## Pixel coordinate listings

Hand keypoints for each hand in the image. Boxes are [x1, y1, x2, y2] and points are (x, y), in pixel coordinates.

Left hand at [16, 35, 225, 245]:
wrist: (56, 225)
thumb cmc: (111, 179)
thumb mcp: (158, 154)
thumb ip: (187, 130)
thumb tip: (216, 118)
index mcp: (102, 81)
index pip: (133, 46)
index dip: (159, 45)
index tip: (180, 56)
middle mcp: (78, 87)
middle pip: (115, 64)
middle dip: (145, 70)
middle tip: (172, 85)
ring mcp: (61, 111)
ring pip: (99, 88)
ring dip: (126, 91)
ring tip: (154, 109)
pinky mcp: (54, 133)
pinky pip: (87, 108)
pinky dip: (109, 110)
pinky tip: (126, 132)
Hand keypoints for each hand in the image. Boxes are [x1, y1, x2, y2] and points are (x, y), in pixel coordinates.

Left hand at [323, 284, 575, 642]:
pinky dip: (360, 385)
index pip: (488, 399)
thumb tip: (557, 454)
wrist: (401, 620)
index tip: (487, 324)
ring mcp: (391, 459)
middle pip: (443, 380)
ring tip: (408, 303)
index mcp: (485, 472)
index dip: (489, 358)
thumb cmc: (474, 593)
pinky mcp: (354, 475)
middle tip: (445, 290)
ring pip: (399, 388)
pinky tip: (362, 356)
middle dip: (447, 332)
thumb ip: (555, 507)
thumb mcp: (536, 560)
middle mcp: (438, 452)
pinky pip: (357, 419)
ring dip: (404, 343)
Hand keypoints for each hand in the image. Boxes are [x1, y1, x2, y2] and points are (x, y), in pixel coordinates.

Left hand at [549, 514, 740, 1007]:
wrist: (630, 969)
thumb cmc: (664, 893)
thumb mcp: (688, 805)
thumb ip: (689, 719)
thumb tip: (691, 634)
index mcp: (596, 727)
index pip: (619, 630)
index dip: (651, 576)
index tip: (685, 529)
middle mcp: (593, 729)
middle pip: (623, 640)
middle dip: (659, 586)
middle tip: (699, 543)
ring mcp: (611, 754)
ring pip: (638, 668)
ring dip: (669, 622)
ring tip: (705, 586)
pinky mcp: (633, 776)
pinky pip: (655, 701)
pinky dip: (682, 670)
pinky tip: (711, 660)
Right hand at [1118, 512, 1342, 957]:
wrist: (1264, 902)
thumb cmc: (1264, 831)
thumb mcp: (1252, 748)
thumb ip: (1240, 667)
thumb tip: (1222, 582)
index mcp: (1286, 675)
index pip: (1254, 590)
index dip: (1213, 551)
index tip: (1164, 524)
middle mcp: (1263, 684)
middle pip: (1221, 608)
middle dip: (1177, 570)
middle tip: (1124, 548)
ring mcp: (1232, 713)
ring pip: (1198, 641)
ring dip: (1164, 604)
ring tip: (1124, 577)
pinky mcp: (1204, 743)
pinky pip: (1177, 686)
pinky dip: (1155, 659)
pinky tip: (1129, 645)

## WORK TASK
Output all of the data exactly as given.

## WRITTEN ANSWER
Hand keypoints for each hand in the image. Boxes are [x1, y1, x2, y2] and points are (x, y), in pixel coordinates.

Left hand at [16, 35, 225, 245]:
wrist: (56, 225)
thumb cmc: (111, 179)
thumb mcp: (158, 154)
thumb ip: (187, 130)
thumb tip: (216, 118)
index mcp: (102, 81)
index pip: (133, 46)
index dip: (159, 45)
index tip: (180, 56)
middle mcp: (78, 87)
middle pip: (115, 64)
middle dip: (145, 70)
middle tip: (172, 85)
ring mcp: (61, 111)
ring pip: (99, 88)
ring dip: (126, 91)
ring tip: (154, 109)
pinky mcp: (54, 133)
pinky pip: (87, 108)
pinky dip: (109, 110)
pinky tip: (126, 132)
Hand keypoints for each hand in the image. Boxes are [x1, y1, x2, y2] and points are (x, y), in pixel coordinates.

Left hand at [323, 284, 575, 642]:
pinky dip: (360, 385)
index pip: (488, 399)
thumb tip: (557, 454)
wrist: (401, 620)
index tip: (487, 324)
ring mcp: (391, 459)
middle pip: (443, 380)
ring tip: (408, 303)
index mcp: (485, 472)
index dip: (489, 358)
thumb cmc: (474, 593)
pinky mcp: (354, 475)
middle tip: (445, 290)
ring pip: (399, 388)
pinky tip: (362, 356)
middle dip: (447, 332)
thumb ip: (555, 507)
thumb mcp: (536, 560)
middle mcp: (438, 452)
pinky pip: (357, 419)
ring dip: (404, 343)
Hand keypoints for each hand in the image. Boxes are [x1, y1, x2, y2] and points are (x, y), in pixel coordinates.

Left hand at [549, 514, 740, 1007]:
wrist: (630, 969)
thumb cmc: (664, 893)
thumb mcp: (688, 805)
thumb ip: (689, 719)
thumb tip: (691, 634)
index mcp: (596, 727)
index pip: (619, 630)
index dip: (651, 576)
index tip: (685, 529)
middle mcp: (593, 729)
middle pip: (623, 640)
middle dip: (659, 586)
middle tip: (699, 543)
ring mcp: (611, 754)
ring pip: (638, 668)
ring dip: (669, 622)
ring tip: (705, 586)
pinky mcp: (633, 776)
pinky pip: (655, 701)
pinky dip: (682, 670)
pinky tip: (711, 660)
Right hand at [1118, 512, 1342, 957]:
wrist: (1264, 902)
thumb cmc: (1264, 831)
thumb mcp: (1252, 748)
thumb ip: (1240, 667)
thumb tip: (1222, 582)
index mcp: (1286, 675)
index pip: (1254, 590)
index dip: (1213, 551)
index tip: (1164, 524)
middle mcp: (1263, 684)
middle pip: (1221, 608)
middle dip: (1177, 570)
middle tip: (1124, 548)
ring mcp: (1232, 713)
ring pip: (1198, 641)
ring dip: (1164, 604)
ring tip: (1124, 577)
pinky mcp: (1204, 743)
pinky pip: (1177, 686)
pinky dip: (1155, 659)
pinky tip: (1129, 645)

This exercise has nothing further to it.